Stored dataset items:
- - - - - - -

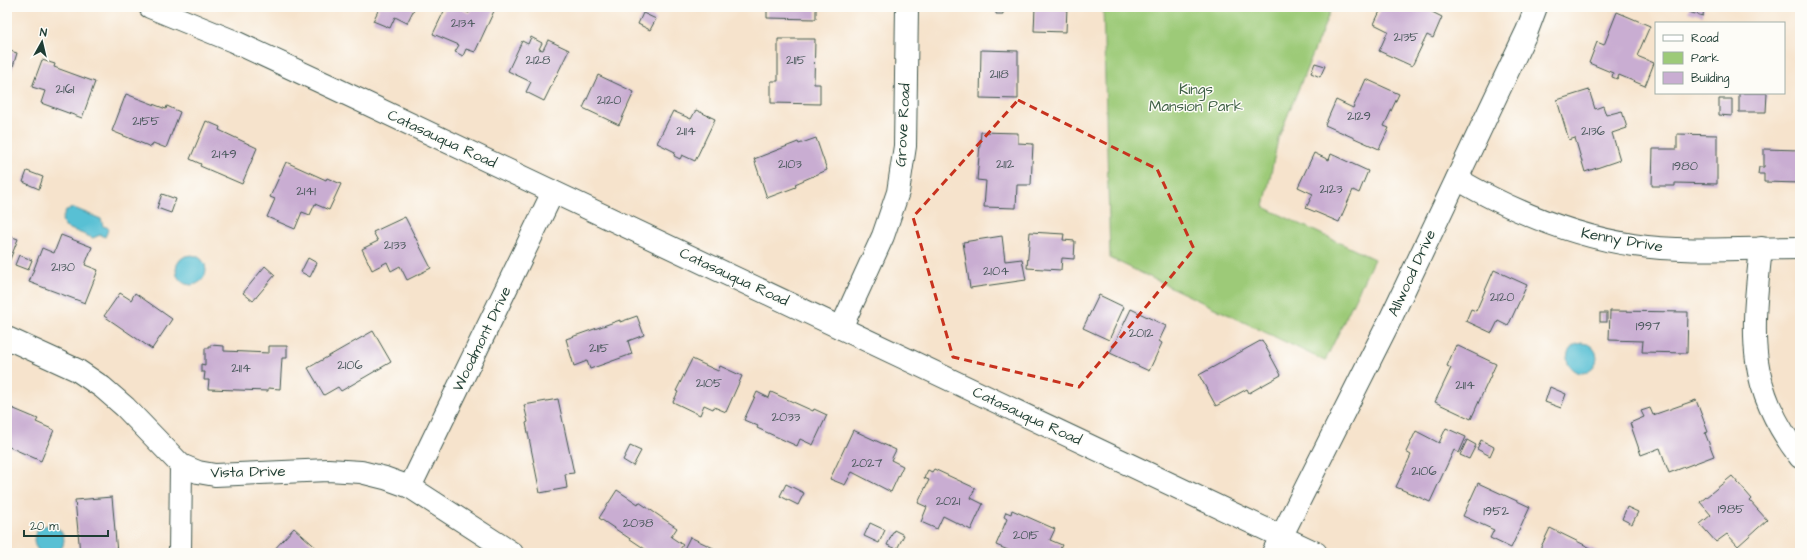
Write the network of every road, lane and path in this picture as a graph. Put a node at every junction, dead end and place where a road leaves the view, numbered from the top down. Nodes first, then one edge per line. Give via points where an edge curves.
1 (150, 7) edge
2 (907, 7) edge
3 (1536, 7) edge
4 (1457, 179) junction
5 (553, 192) junction
6 (1760, 248) junction
7 (1800, 248) edge
8 (841, 328) junction
9 (7, 338) edge
10 (1800, 457) edge
11 (181, 465) junction
12 (410, 487) junction
13 (1276, 545) edge
14 (180, 553) edge
15 (512, 553) edge
16 (1316, 553) edge

1 - 5 street, Catasauqua Road via 233,41
2 - 8 street, Grove Road via 905,146 898,192 883,236
3 - 4 street, Allwood Drive
4 - 6 street, Kenny Drive via 1524,214 1559,228 1596,238 1670,248
4 - 13 street, Allwood Drive via 1388,324
5 - 8 street, Catasauqua Road
5 - 12 street, Woodmont Drive
6 - 7 street, Kenny Drive
6 - 10 street via 1754,318 1755,354 1768,405 1784,437
8 - 13 street, Catasauqua Road
9 - 11 street, Vista Drive via 77,370 102,387 136,417
11 - 12 street, Vista Drive via 214,475 345,470 385,478
11 - 14 street
12 - 15 street, Vista Drive
13 - 16 street, Catasauqua Road

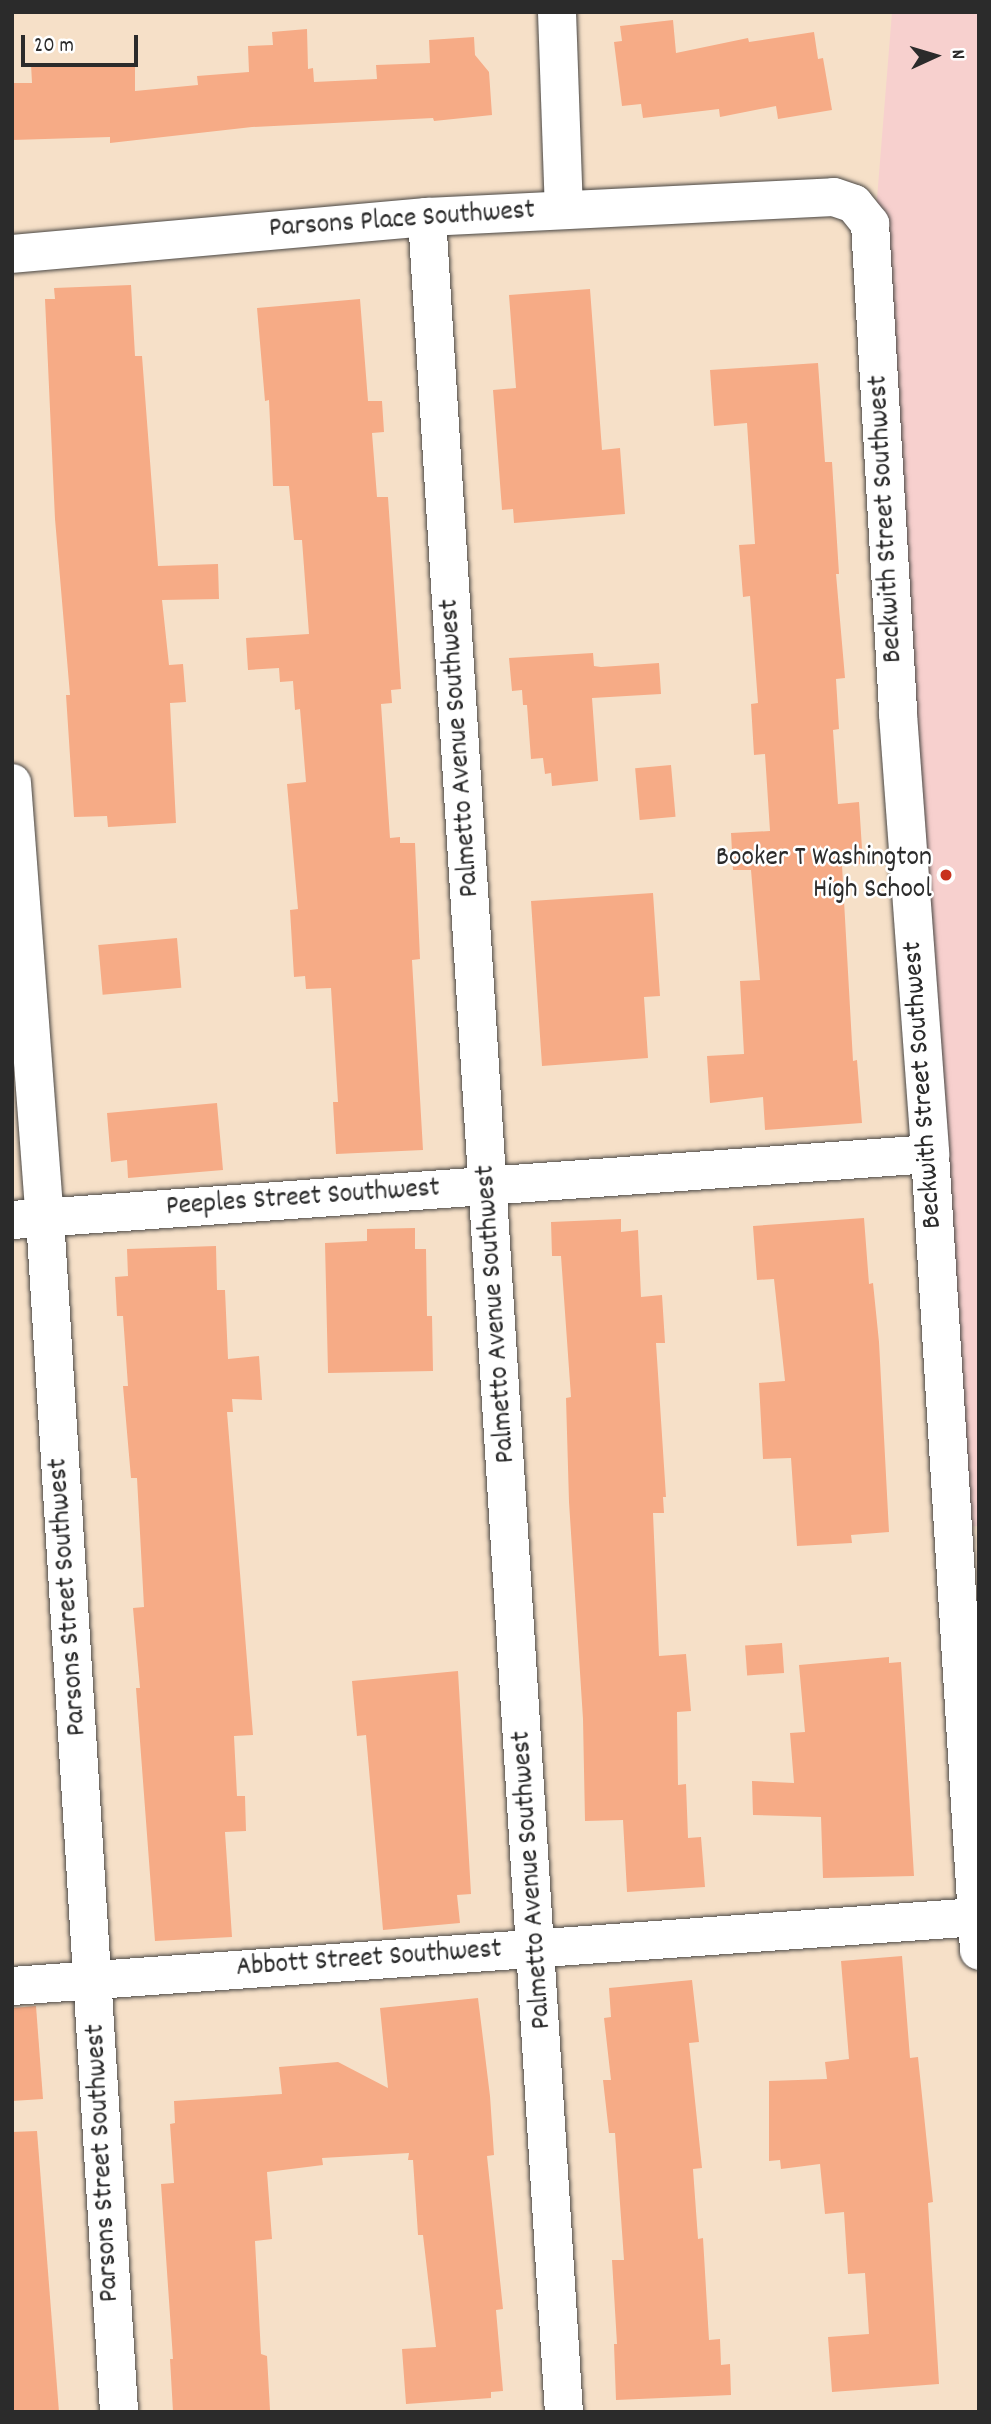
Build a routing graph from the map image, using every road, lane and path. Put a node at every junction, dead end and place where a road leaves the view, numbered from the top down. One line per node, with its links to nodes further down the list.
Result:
1 (557, 12): 3 (street)
2 (792, 198): 3 (street, Parsons Place Southwest); 7 (street, Beckwith Street Southwest)
3 (564, 210): 4 (street, Parsons Place Southwest)
4 (427, 217): 5 (street, Parsons Place Southwest); 8 (street, Palmetto Avenue Southwest)
5 (12, 254)
6 (12, 783): 9 (street, Parsons Street Southwest)
7 (930, 1154): 8 (street, Peeples Street Southwest); 10 (street, Beckwith Street Southwest)
8 (489, 1186): 9 (street, Peeples Street Southwest); 12 (street, Palmetto Avenue Southwest)
9 (29, 1219): 13 (street, Parsons Street Southwest)
10 (966, 1527): 11 (street, Beckwith Street Southwest)
11 (978, 1934): 12 (street, Abbott Street Southwest)
12 (537, 1948): 13 (street, Abbott Street Southwest); 16 (street, Palmetto Avenue Southwest)
13 (92, 1980): 14 (street, Abbott Street Southwest); 15 (street, Parsons Street Southwest)
14 (12, 1986)
15 (119, 2412)
16 (564, 2412)

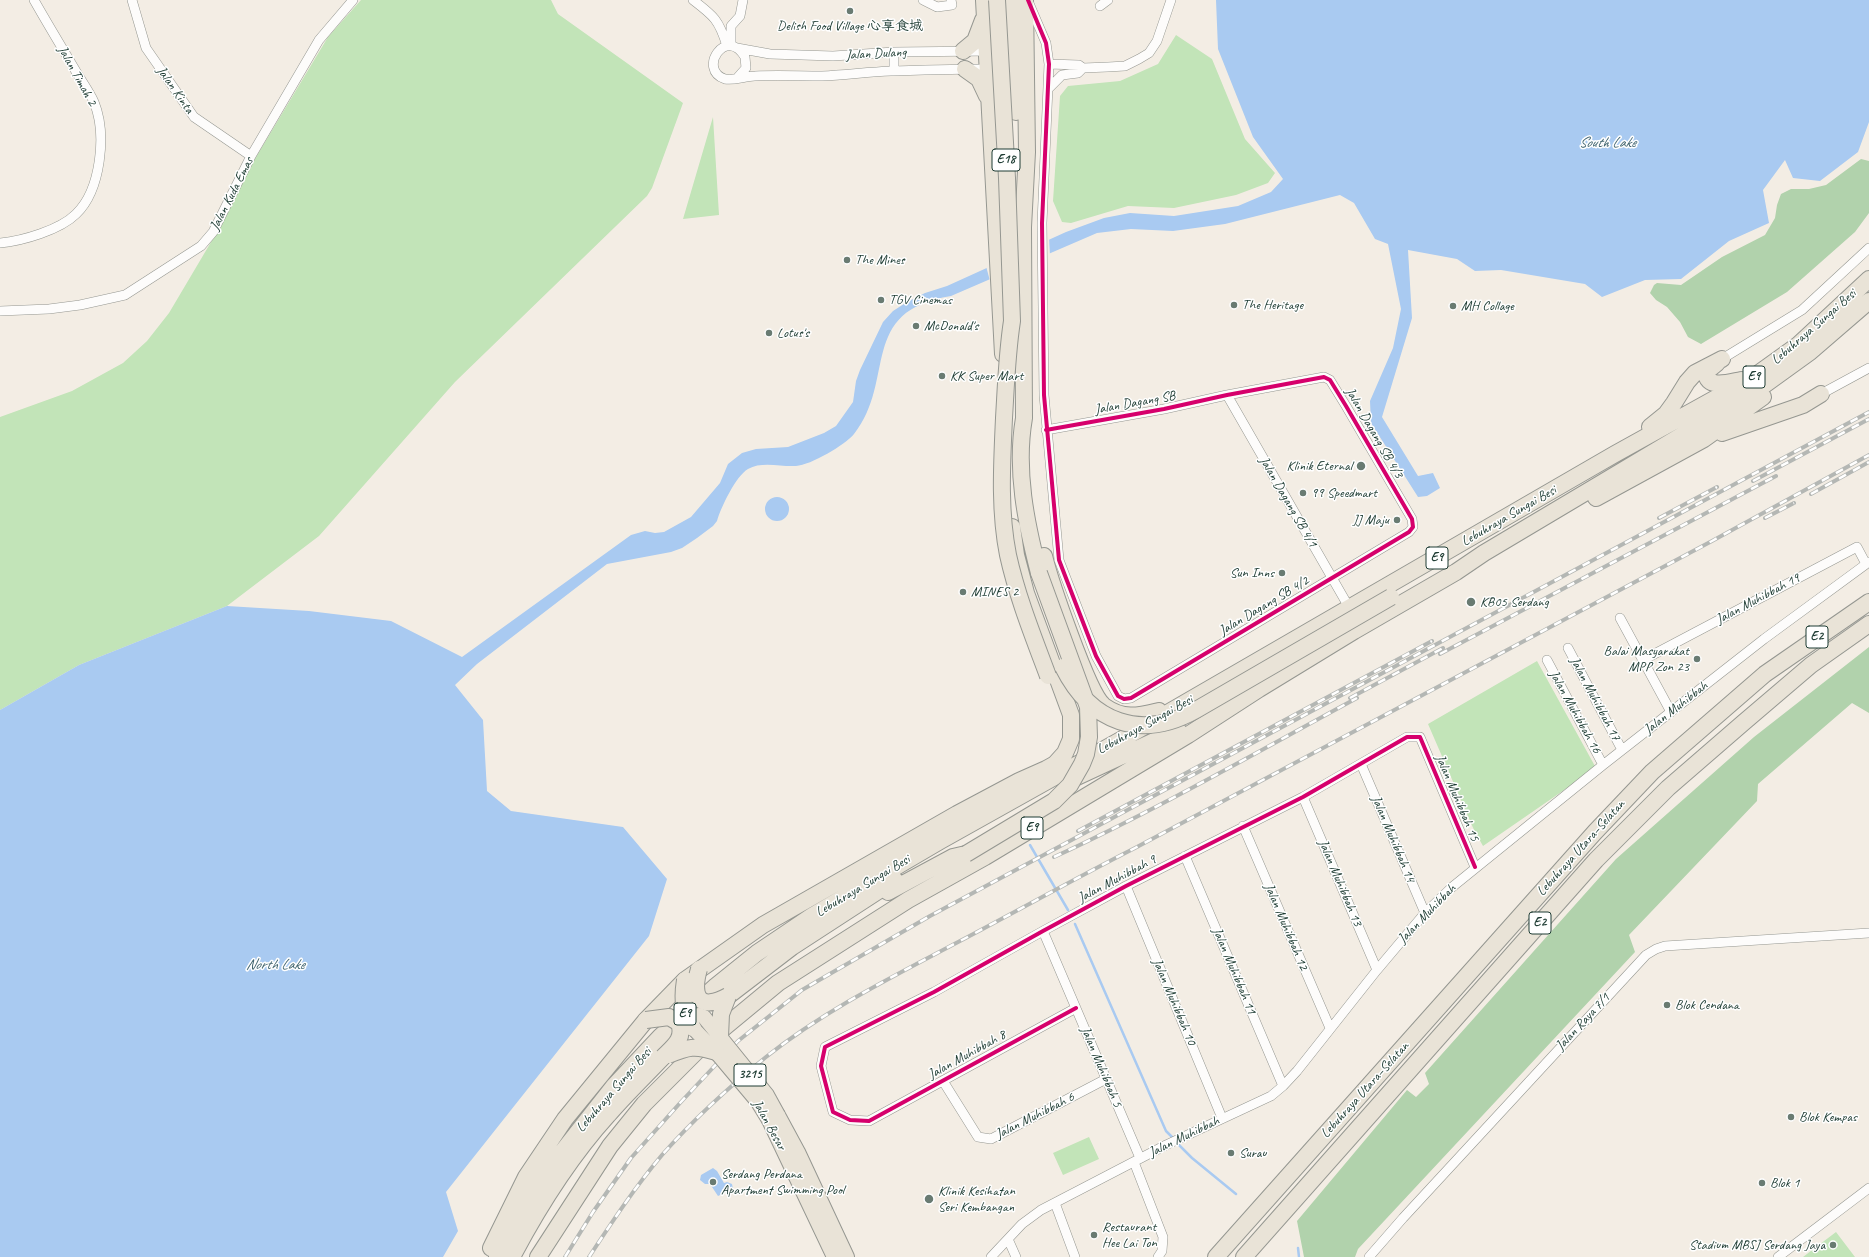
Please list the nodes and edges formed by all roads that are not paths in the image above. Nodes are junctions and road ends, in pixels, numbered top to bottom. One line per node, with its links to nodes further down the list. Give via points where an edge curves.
1 (34, 0): 33 (street, Jalan Timah 2, via 94,102 101,130 99,165 87,200 75,215 53,229)
2 (132, 0): 31 (street, Jalan Kinta, via 146,48 194,117)
3 (354, 0): 31 (street, Jalan Kuda Emas, via 319,40)
4 (693, 0): 16 (street, via 719,22)
5 (743, 0): 16 (street, via 740,16 729,30)
6 (923, 0): 12 (street, via 937,7)
7 (997, 0): 38 (highway, E18, bridge)
8 (1013, 0): 15 (highway)
9 (1026, 0): 21 (street, via 1046,43); 32 (highway, E18, via 1027,152)
10 (1108, 0): 13 (street)
11 (1171, 0): 22 (street, via 1162,31 1149,52 1124,66)
12 (952, 3)
13 (1100, 6)
14 (985, 11): 15 (highway, via 992,33 1001,35 1008,32); 18 (highway, via 978,36 969,48); 19 (highway)
15 (1014, 23): 17 (highway)
16 (732, 47): 20 (street, Jalan Dulang, via 770,54 833,56); 27 (street, via 745,56 747,62 743,74); 27 (street, via 717,52 713,62 714,68 719,76 725,79)
17 (1014, 50): 19 (street, Jalan Dulang); 25 (highway)
18 (963, 51): 19 (street, Jalan Dulang); 20 (street, Jalan Dulang)
19 (987, 51): 24 (highway)
20 (894, 52): 26 (street)
21 (1049, 64): 22 (street, via 1079,65); 28 (street)
22 (1083, 68): 28 (street, via 1078,73 1062,75)
23 (965, 69): 24 (street, Jalan Dulang); 26 (street, Jalan Dulang); 30 (highway, via 975,75 982,84)
24 (988, 69): 25 (street, Jalan Dulang); 30 (highway)
25 (1015, 69): 29 (highway)
26 (894, 71): 27 (street, Jalan Dulang, via 822,76)
27 (738, 77)
28 (1048, 89): 47 (street, via 1042,223)
29 (1016, 108): 30 (highway, via 1012,95 1009,92 1001,92 994,95); 32 (highway, via 1020,212)
30 (990, 109): 69 (highway, via 1013,539 1026,593 1068,705 1072,723 1069,746 1061,758 1046,769)
31 (251, 156): 37 (street, Jalan Kuda Emas, via 213,232 201,246 125,295 49,309)
32 (1023, 227): 46 (highway, E18)
33 (0, 243)
34 (1869, 248): 40 (street, via 1802,310)
35 (1869, 279): 42 (highway, Lebuhraya Sungai Besi / E9, via 1798,345)
36 (1869, 301): 39 (highway, Lebuhraya Sungai Besi / E9)
37 (0, 311)
38 (1012, 321): 51 (highway, bridge, via 1015,344 1016,484 1022,538 1034,584 1064,667 1077,690 1103,714 1127,723 1158,724 1177,720 1504,532); 69 (highway, bridge, via 1008,343 1002,450 1004,529 1017,592 1059,708 1063,730 1060,744 1052,756)
39 (1801, 359): 43 (highway); 51 (highway, Lebuhraya Sungai Besi / E9, via 1756,391)
40 (1722, 360): 42 (highway, via 1706,372 1710,382 1716,384); 49 (highway, via 1695,373 1666,414)
41 (1869, 368): 44 (street)
42 (1752, 378): 49 (highway, Lebuhraya Sungai Besi / E9)
43 (1773, 390): 44 (highway, via 1768,400 1770,408 1778,411); 48 (highway)
44 (1821, 394): 48 (highway, via 1803,405)
45 (1227, 395): 47 (street, Jalan Dagang SB); 50 (street, Jalan Dagang SB 4/3, via 1324,377 1330,380 1412,519); 54 (street, Jalan Dagang SB 4/1)
46 (1024, 418): 63 (highway, via 1034,501 1045,559 1076,651 1099,701 1114,711 1131,717); 73 (highway, bridge, via 1021,444 1029,530 1039,573 1088,707 1089,737 1086,754 1070,786 1054,801)
47 (1046, 430): 54 (street, Jalan Dagang SB 4/2, via 1059,560 1096,656 1118,696 1124,699 1131,698)
48 (1704, 439): 52 (highway, via 1504,548)
49 (1622, 450): 56 (highway, Lebuhraya Sungai Besi / E9)
50 (1413, 527): 54 (street, Jalan Dagang SB 4/2, via 1409,532)
51 (1523, 530): 52 (highway, Lebuhraya Sungai Besi / E9)
52 (1484, 553): 62 (highway, Lebuhraya Sungai Besi / E9)
53 (1868, 563): 61 (street, Jalan Muhibbah 19, via 1857,547); 64 (street, Jalan Muhibbah, via 1780,626)
54 (1332, 578): 56 (street, Jalan Dagang SB 4/1)
55 (1869, 602): 113 (highway, Lebuhraya Utara–Selatan / E2, via 1765,674 1652,772 1595,832)
56 (1350, 609): 63 (highway, Lebuhraya Sungai Besi / E9)
57 (1620, 618): 61 (street)
58 (1869, 624): 114 (highway, Lebuhraya Utara–Selatan / E2, via 1811,665 1737,728 1668,788 1596,860)
59 (1568, 648): 66 (street, Jalan Muhibbah 17)
60 (1547, 660): 68 (street, Jalan Muhibbah 16)
61 (1643, 660): 64 (street)
62 (1259, 689): 78 (highway, via 1235,696 1176,731 1046,792); 82 (highway, Lebuhraya Sungai Besi / E9, via 1188,736 908,900)
63 (1185, 703): 72 (highway, Lebuhraya Sungai Besi / E9)
64 (1671, 712): 66 (street, Jalan Muhibbah)
65 (1420, 737): 67 (street, Jalan Muhibbah 9, via 1406,737); 76 (street, Jalan Muhibbah 15)
66 (1622, 750): 68 (street, Jalan Muhibbah)
67 (1361, 764): 70 (street, Jalan Muhibbah 9); 79 (street, Jalan Muhibbah 14)
68 (1603, 765): 76 (street, Jalan Muhibbah)
69 (1019, 781): 75 (highway)
70 (1303, 797): 71 (street, Jalan Muhibbah 9); 84 (street, Jalan Muhibbah 13)
71 (1243, 826): 74 (street, Jalan Muhibbah 9); 90 (street, Jalan Muhibbah 12)
72 (940, 841): 75 (highway); 105 (highway, Lebuhraya Sungai Besi / E9, via 812,916 762,949 716,986 660,1037 614,1086 544,1175)
73 (966, 854): 78 (highway, via 953,856 873,899); 82 (highway, via 829,938)
74 (1185, 856): 77 (street, Jalan Muhibbah 9); 95 (street, Jalan Muhibbah 11)
75 (877, 861): 83 (highway, via 762,925)
76 (1475, 867): 79 (street, Jalan Muhibbah)
77 (1126, 886): 80 (street, Jalan Muhibbah 9); 97 (street, Jalan Muhibbah 10)
78 (862, 902): 86 (highway, via 792,947)
79 (1425, 913): 84 (street, Jalan Muhibbah)
80 (1043, 931): 87 (street, Jalan Muhibbah 5); 98 (street, Jalan Muhibbah 9, via 934,992 825,1047 821,1066 833,1112 850,1120)
81 (1869, 933): 115 (street, Jalan Raya 7/1, via 1665,946 1646,955 1423,1195)
82 (804, 965): 107 (highway, Lebuhraya Sungai Besi / E9, via 703,1045 644,1104 610,1146)
83 (699, 969): 85 (highway); 86 (highway, bridge, via 695,986 699,998 711,1003)
84 (1377, 970): 90 (street, Jalan Muhibbah)
85 (685, 980): 88 (highway); 89 (highway, bridge, via 684,1008)
86 (728, 996): 91 (highway, bridge, via 721,1014)
87 (1076, 1008): 93 (street, Jalan Muhibbah 5); 94 (street, Jalan Muhibbah 8)
88 (646, 1020): 92 (highway, bridge, via 668,1017 679,1023 679,1041); 104 (highway, via 565,1119 526,1176)
89 (693, 1028): 91 (main road, Jalan Besar, bridge, via 692,1017 702,1015)
90 (1330, 1028): 95 (street, Jalan Muhibbah)
91 (718, 1045): 92 (highway, bridge, via 684,1049); 96 (main road, Jalan Besar / 3215, bridge, via 767,1095)
92 (663, 1057): 106 (highway, via 584,1143 543,1200)
93 (1106, 1079): 94 (street, Jalan Muhibbah 6, via 991,1140 978,1137); 99 (street, Jalan Muhibbah 5)
94 (943, 1080): 98 (street, Jalan Muhibbah 8)
95 (1283, 1086): 97 (street, Jalan Muhibbah, via 1256,1104)
96 (774, 1117): 108 (main road, Jalan Besar / 3215); 109 (main road, Jalan Besar / 3215, via 798,1152)
97 (1222, 1118): 99 (street, Jalan Muhibbah)
98 (869, 1121)
99 (1137, 1160): 101 (street, Jalan Muhibbah); 103 (street, Jalan Muhibbah 5, via 1163,1237)
100 (1869, 1188): 116 (street)
101 (1055, 1203): 102 (street, Jalan Muhibbah, via 1022,1224); 112 (street)
102 (1008, 1240): 110 (street, Jalan Muhibbah); 111 (street)
103 (1160, 1254)
104 (487, 1257)
105 (496, 1257)
106 (512, 1257)
107 (538, 1257)
108 (834, 1257)
109 (847, 1257)
110 (991, 1257)
111 (1016, 1257)
112 (1076, 1257)
113 (1216, 1257)
114 (1244, 1257)
115 (1369, 1257)
116 (1778, 1257)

- - - - - - -

- Exercise objective: Pull every line containing "Utara" from the data.

- The completed task:
55 (1869, 602): 113 (highway, Lebuhraya Utara–Selatan / E2, via 1765,674 1652,772 1595,832)
58 (1869, 624): 114 (highway, Lebuhraya Utara–Selatan / E2, via 1811,665 1737,728 1668,788 1596,860)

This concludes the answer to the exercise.